Its name is said to have come from comparing the baker's mixture of hodgepodge of ingredients to a bartender's exotic mixture of alcoholic liquors, both formulating a "cocktail". The Chinese name is a literal translation of "cocktail", and is called a "chicken-tail bun".

In Hong Kong, the cocktail bun is regarded as a familiar part of the Hong Kong identity, and is particularly associated with the 1980s.

==Production==
Originally, the filling was made of blending day-old buns with granulated sugar. Newer versions saw the addition of shredded coconut and butter or margarine to the recipe, which are now key ingredients in the filling. Each bun is approximately 6 to 8 inches long and 2 to 3 inches high in the shape of a small baguette. The cocktail bun can be found in many Chinese bakeries along with other sweet buns like the pineapple bun, which also originated from Hong Kong.

==Texture==
The bun itself is soft, pliable and lightly sweet, typical of Hong Kong-style breads. The coconut-based filling is dense and has a rich, buttery and sweet flavour.

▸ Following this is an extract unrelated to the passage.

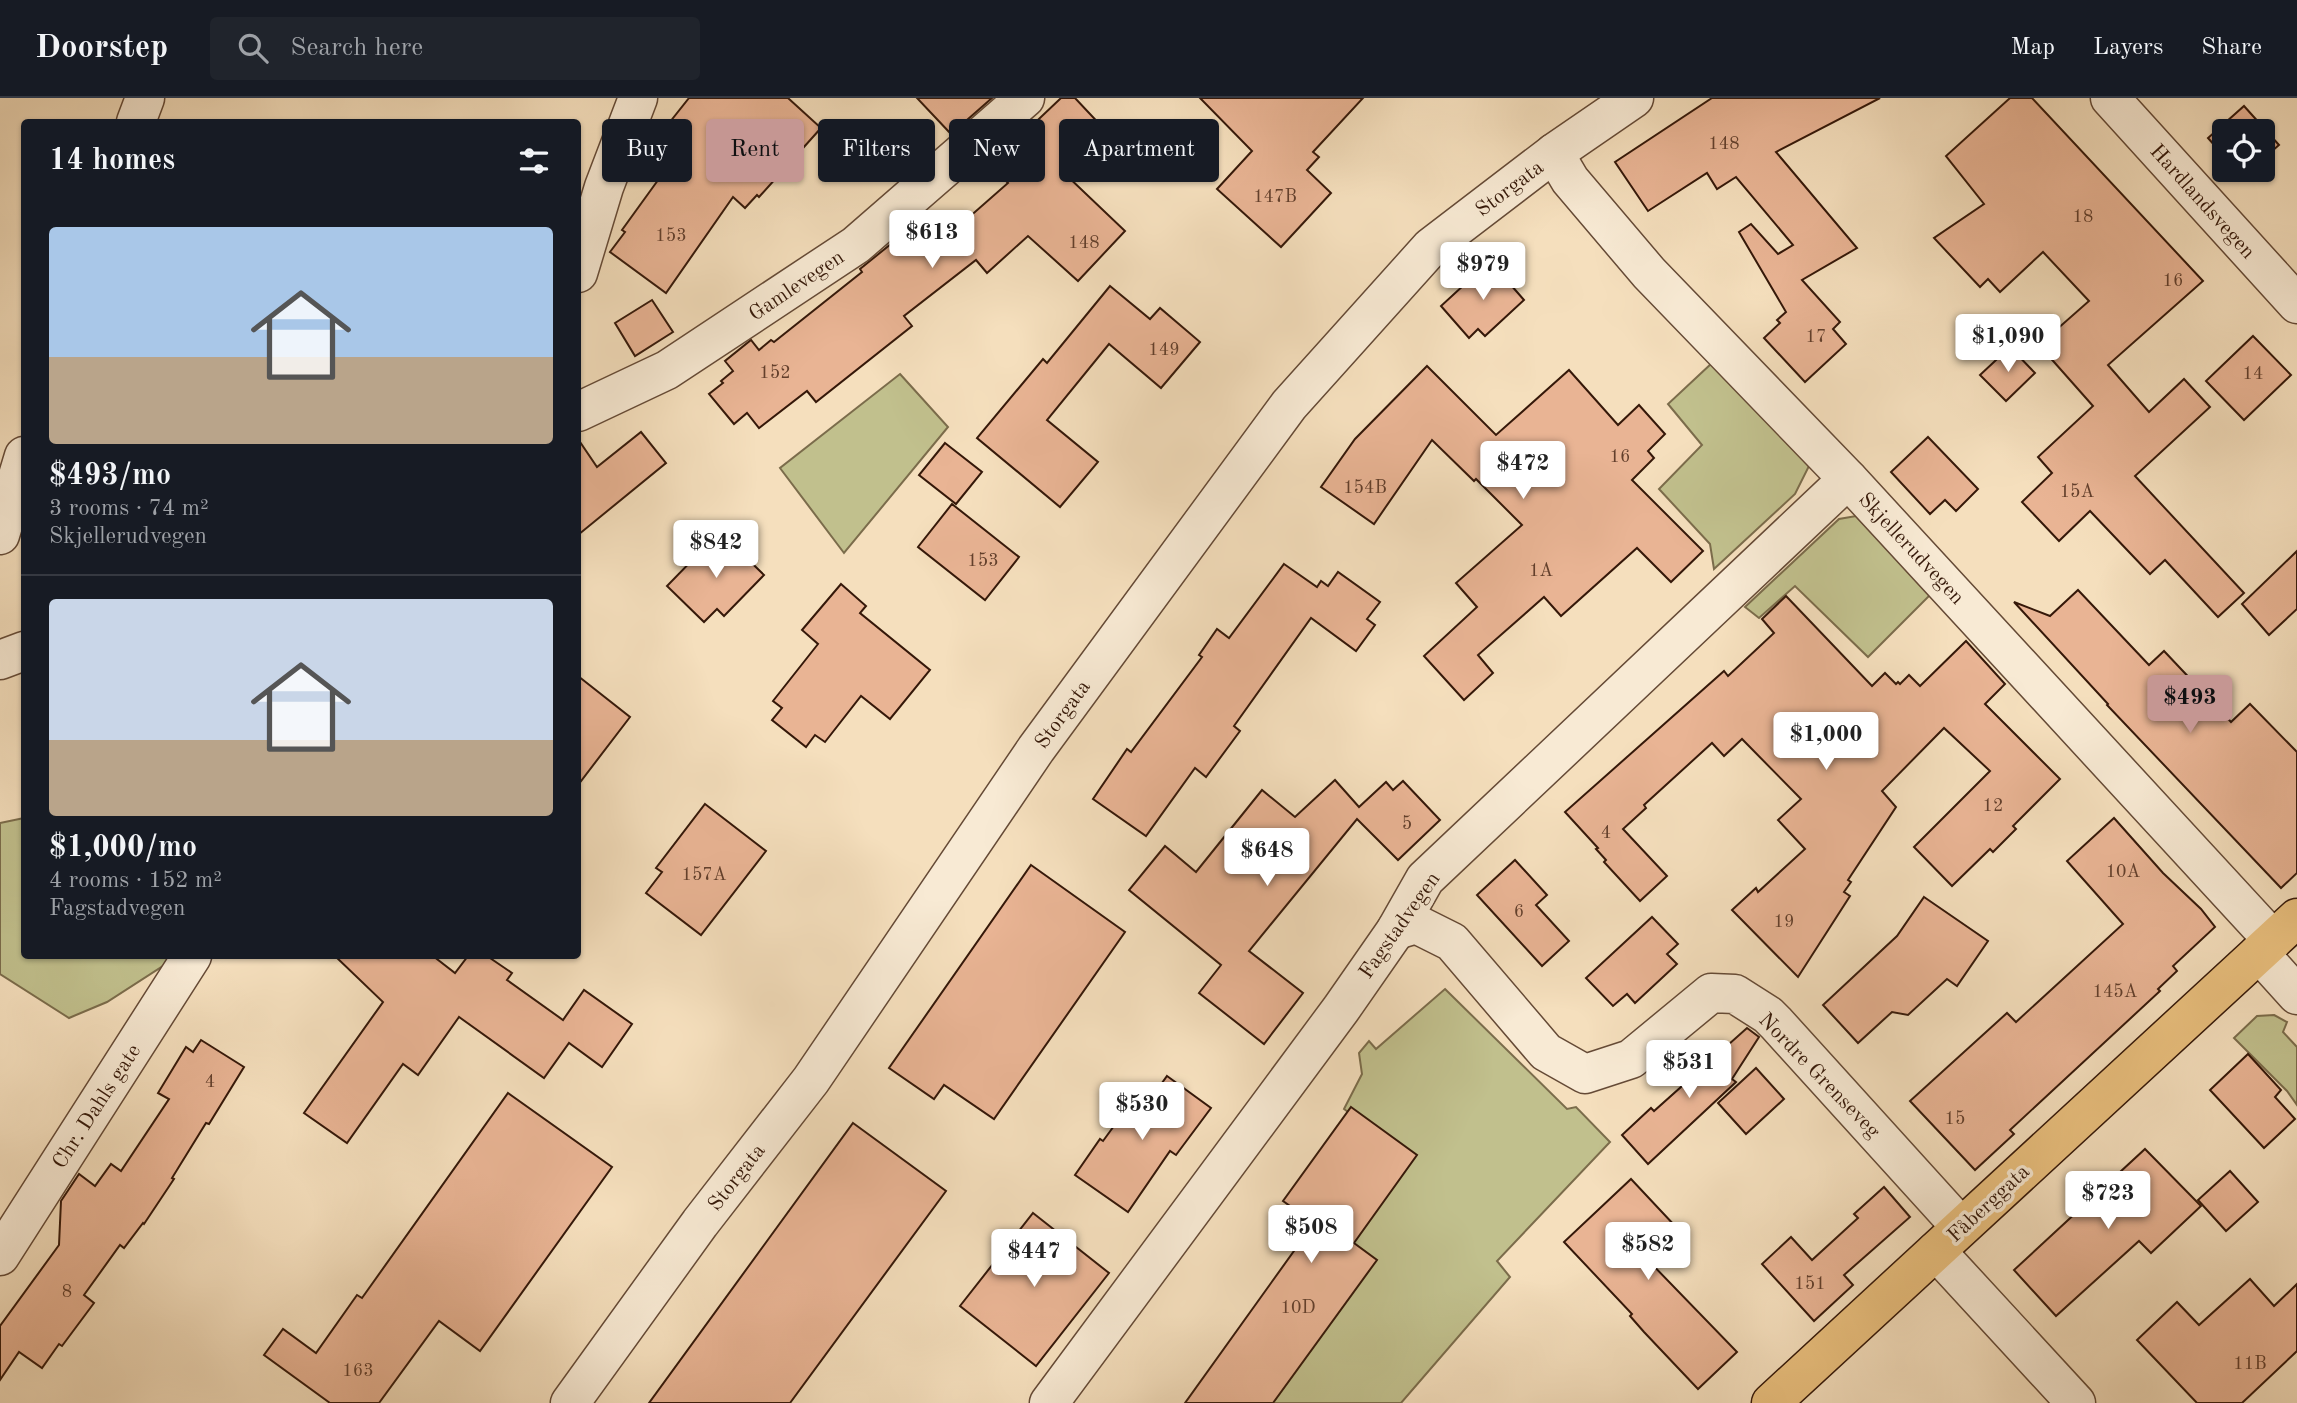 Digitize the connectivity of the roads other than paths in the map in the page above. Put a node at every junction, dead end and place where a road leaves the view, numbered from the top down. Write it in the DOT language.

A final egg wash to the exterior lends a shiny, golden-brown color to the tops, which are further decorated with stripes or other simple designs using some of the buttery coconut filling, and often finished with a sprinkling of sesame seeds.

The Taiwanese version of the cocktail bun is slightly firmer than its Hong Kong counterpart, but still maintains the same filling and sesame seed dusting.